西国分寺(にしこくぶんじ)から再びJR中央線に乗り込んで、新宿・東京方面へ2駅。武蔵小金井(むさし・こがねい)です。近くの名店を探る旅。今日の2軒目は、この地で昭和30年から営業しているという「大黒屋」です。

ときどき雑誌などで紹介されることもあった、このお店は、木造の一軒家でとてもフォトジェニックな、いかにも昔の大衆酒場という風情だったのですが、残念ながらマンションの建設によって取り壊しとなり、現在はそのマンションの1階での営業となったのだそうです。

しかし、マンション入口には、古くから続くこの店の看板が出されており、この店オリジナルの有名なキャッチフレーズ「今晩のんで、明日は仕事」が迎えてくれます。

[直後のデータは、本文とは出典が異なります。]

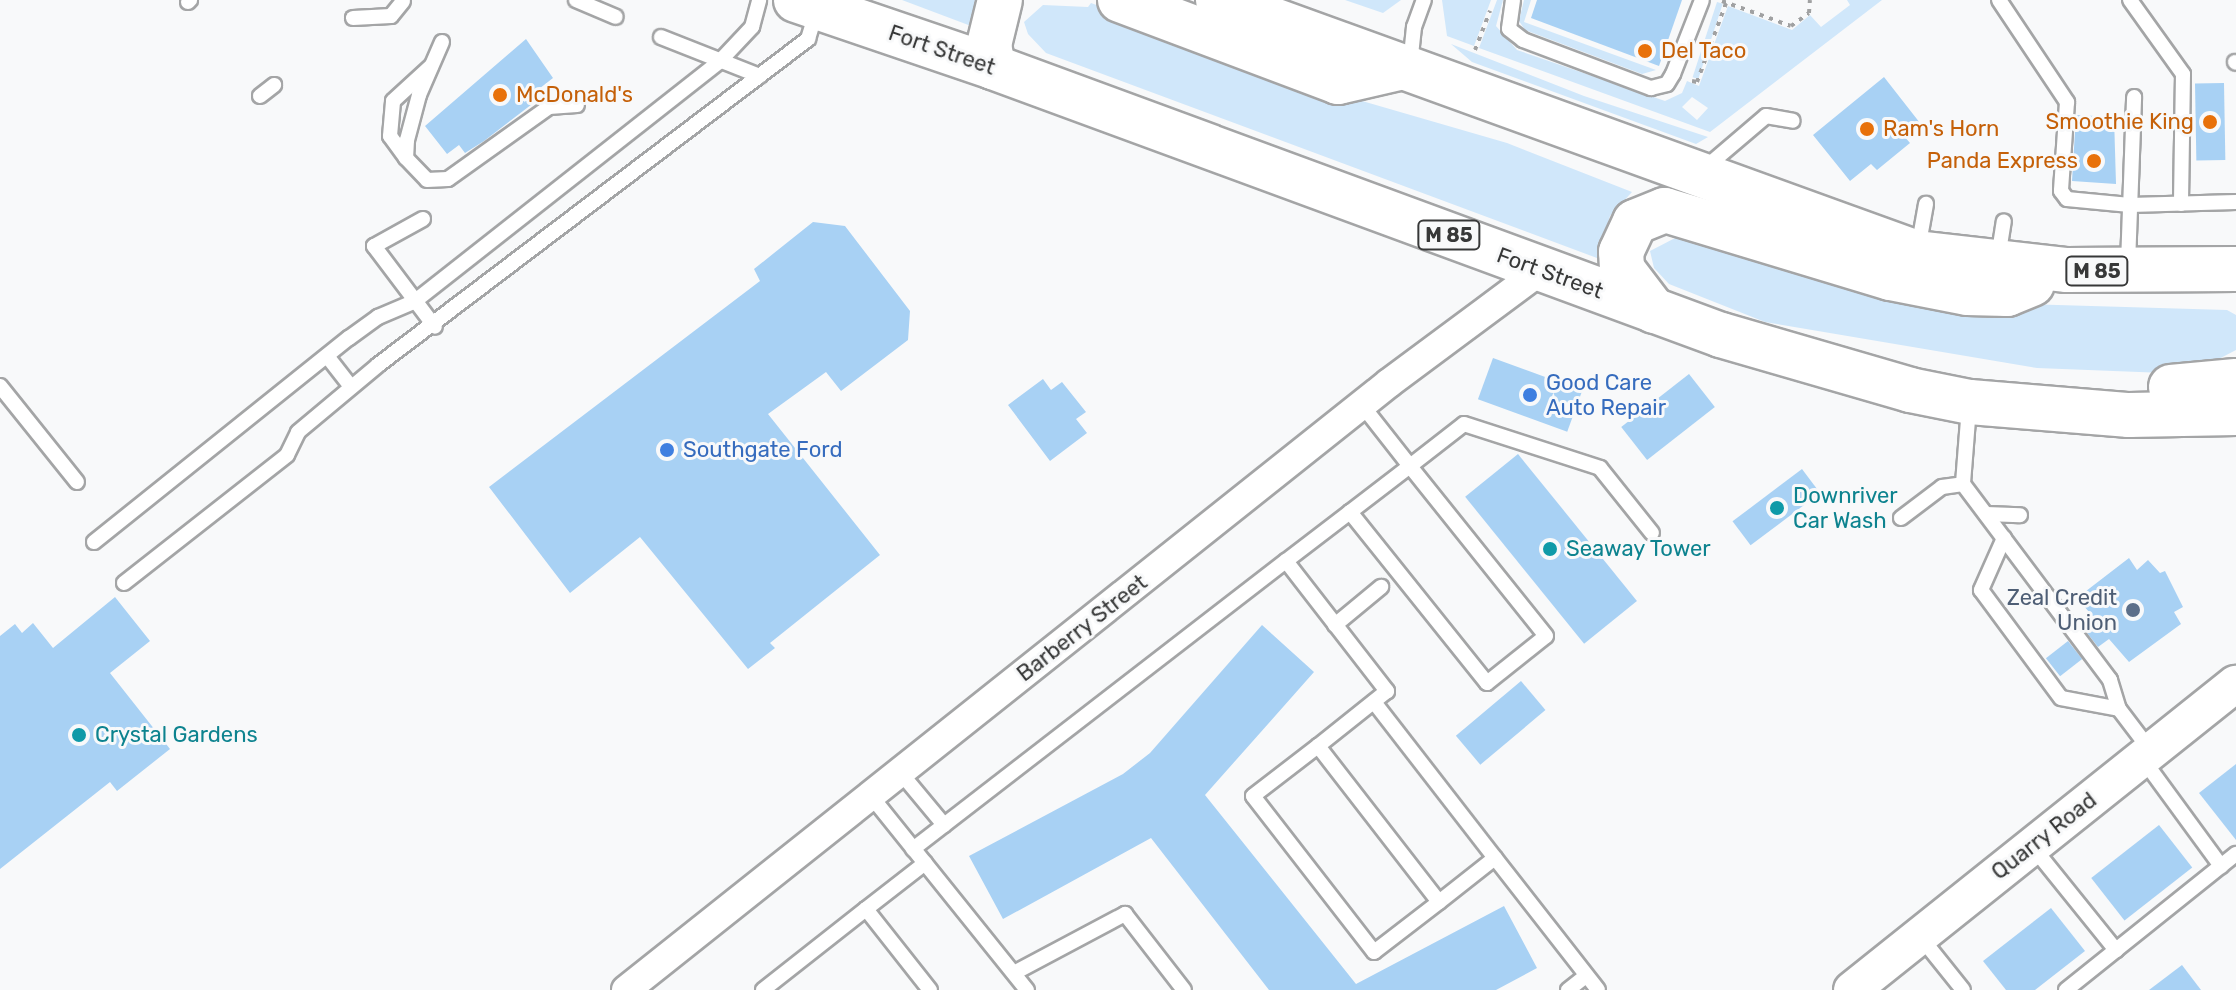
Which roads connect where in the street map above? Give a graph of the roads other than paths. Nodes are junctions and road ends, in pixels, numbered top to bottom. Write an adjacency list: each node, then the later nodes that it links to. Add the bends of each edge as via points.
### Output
1 (576, 0): 13 (lane)
2 (759, 0): 18 (lane, via 752,27)
3 (1000, 0): 19 (main road, via 989,45)
4 (1120, 0): 20 (main road, via 1338,82)
5 (1218, 0): 20 (main road, M 85)
6 (1424, 0): 20 (lane)
7 (1513, 0): 8 (lane, via 1509,29 1523,40 1651,88 1667,84 1673,74)
8 (1702, 0)
9 (1999, 0): 32 (lane, via 2067,102 2061,191 2081,203)
10 (2130, 0): 31 (lane, via 2183,74)
11 (403, 1): 14 (lane, via 391,16)
12 (807, 4): 19 (main road, Fort Street / M 85); 21 (lane, via 808,39)
13 (616, 17)
14 (353, 18)
15 (661, 37): 18 (lane)
16 (442, 42): 17 (lane)
17 (438, 60): 27 (lane, via 419,95); 27 (lane, via 393,101 390,136)
18 (720, 61): 21 (lane); 41 (lane)
19 (993, 67): 38 (main road, Fort Street / M 85)
20 (1404, 70): 28 (main road, M 85)
21 (760, 76): 43 (lane)
22 (274, 85): 23 (lane)
23 (260, 96)
24 (2134, 97): 32 (lane)
25 (577, 105): 27 (lane, via 549,107 448,179 427,180)
26 (1793, 121): 28 (lane, via 1766,116)
27 (406, 158)
28 (1696, 176): 35 (main road, M 85)
29 (2236, 202): 31 (lane)
30 (1926, 204): 35 (lane)
31 (2181, 204): 32 (lane)
32 (2130, 205): 40 (lane)
33 (423, 219): 41 (lane, via 374,246)
34 (2004, 221): 36 (lane)
35 (1917, 253): 36 (main road, M 85)
36 (1996, 266): 39 (main road, M 85)
37 (2236, 269): 40 (main road, M 85)
38 (1541, 270): 42 (main road, Fort Street / M 85); 50 (street, Barberry Street)
39 (2067, 270): 40 (main road, M 85); 42 (main road, via 2007,294 1967,293 1890,278 1665,210 1635,222 1621,252 1622,269)
40 (2128, 271)
41 (414, 302): 43 (lane); 44 (lane, via 378,317)
42 (1654, 311): 45 (main road, Fort Street / M 85)
43 (435, 327): 48 (lane)
44 (327, 356): 48 (lane); 61 (lane)
45 (1814, 362): 46 (main road, via 1924,365 2113,386); 49 (main road, Fort Street / M 85)
46 (2236, 381)
47 (0, 386): 53 (lane)
48 (351, 387): 63 (lane, via 298,432 287,455)
49 (1970, 402): 51 (main road, Fort Street / M 85, via 2129,415); 54 (lane)
50 (1362, 405): 52 (lane); 71 (street, Barberry Street)
51 (2236, 413)
52 (1410, 466): 55 (lane); 55 (lane, via 1546,636 1487,683); 59 (lane, via 1464,424 1600,468)
53 (77, 482)
54 (1963, 484): 56 (lane); 58 (lane, via 1942,487)
55 (1350, 512): 62 (lane)
56 (1986, 514): 57 (lane); 60 (lane)
57 (2020, 515)
58 (1901, 518)
59 (1652, 533)
60 (2004, 538): 68 (lane, via 2110,680); 68 (lane, via 1981,590 2061,698)
61 (94, 542)
62 (1286, 561): 65 (lane); 73 (lane)
63 (124, 583)
64 (1381, 587): 65 (lane)
65 (1335, 625): 67 (lane, via 1387,691)
66 (2236, 684): 70 (street, Quarry Road)
67 (1374, 702): 69 (lane); 77 (lane)
68 (2119, 709): 70 (lane)
69 (1318, 746): 80 (lane); 80 (lane, via 1253,796 1262,808 1374,952)
70 (2146, 755): 74 (street, Quarry Road); 79 (lane)
71 (900, 772): 72 (street, Barberry Street); 73 (lane)
72 (871, 796): 75 (lane); 86 (street, Barberry Street)
73 (944, 825): 75 (lane)
74 (2032, 846): 82 (street, Quarry Road); 83 (lane)
75 (913, 849): 78 (lane)
76 (2236, 854): 79 (lane)
77 (1495, 858): 80 (lane); 85 (lane)
78 (925, 863): 81 (lane); 84 (lane)
79 (2221, 866): 83 (lane)
80 (1439, 902)
81 (866, 909): 87 (lane); 88 (lane)
82 (1919, 935): 93 (street, Quarry Road); 94 (lane)
83 (2116, 950): 95 (lane)
84 (1014, 973): 89 (lane); 90 (lane, via 1125,914)
85 (1586, 976): 91 (lane); 92 (lane)
86 (626, 990)
87 (763, 990)
88 (930, 990)
89 (1027, 990)
90 (1184, 990)
91 (1568, 990)
92 (1598, 990)
93 (1852, 990)
94 (1963, 990)
95 (2066, 990)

真新しい縄のれんをくぐり、真新しい店内に入ると、店内の雰囲気は(いい意味で)新しくなくて、いかにも昔の大衆酒場風。新築マンションでも、こんな造りの酒場ができるんですねぇ。

壁にずらりと張り出されたメニューが古びていることによるのか、壁も板張り、天井もヨシズ張りで、コンクリートが見えない状態にしていることによるのか、提灯なども含めて白熱灯主体の照明によるのか、あるいは椅子がすべて木製の丸椅子で、テーブルやカウンターも、比較的チープそうに見える木製であることによるものか、店を切り盛りするおかあさん方が、普段着にエプロン姿といったゆる~い風情で働いていることによるものか、おそらくはそれらすべての合わせ技なんでしょうが、店に入ると同時に、ここが新築マンションの1階であることは忘れ去って、何十年も続いている老舗酒場の世界に引き込まれるのです。

店内は右手がカウンター席で、左手はテーブル席。カウンター席はL字型なのですが、縦方向のまん中が分断されていて、店のおかあさんたちが、そこから出入することができるようになっています。分断された向こう側に4人、手前に4人、さらにL字の短辺に4人と、都合12人座ることができます。短辺のところに、ふたつ空席があったので、私はそこに着席し、まずは燗酒(千福、280円)と、名物らしいホルモンにこみ(400円)を注文します。

左手のテーブル席は、壁に作りつけられた8人掛け長テーブルが3つ。この長いテーブルを、ふたり連れ、三人連れのお客さんたちが分け合うように使っているのです。

大型連休中の谷間のような平日(5月1日・火)の午後7時過ぎの店内は、7割程度の入り。連休中ということもあるのでしょうが、お客さんはいかにも地元の人といった感じの人が多くて、サラリーマンは少ない。カウンターは年配のひとり客、ふたり客がほとんどで、テーブルは三、四十台の夫婦連れや、グループ客が多い。若いお客さんも、数は多くないものの何組か入っています。女性比率は2割程度といったところでしょうか。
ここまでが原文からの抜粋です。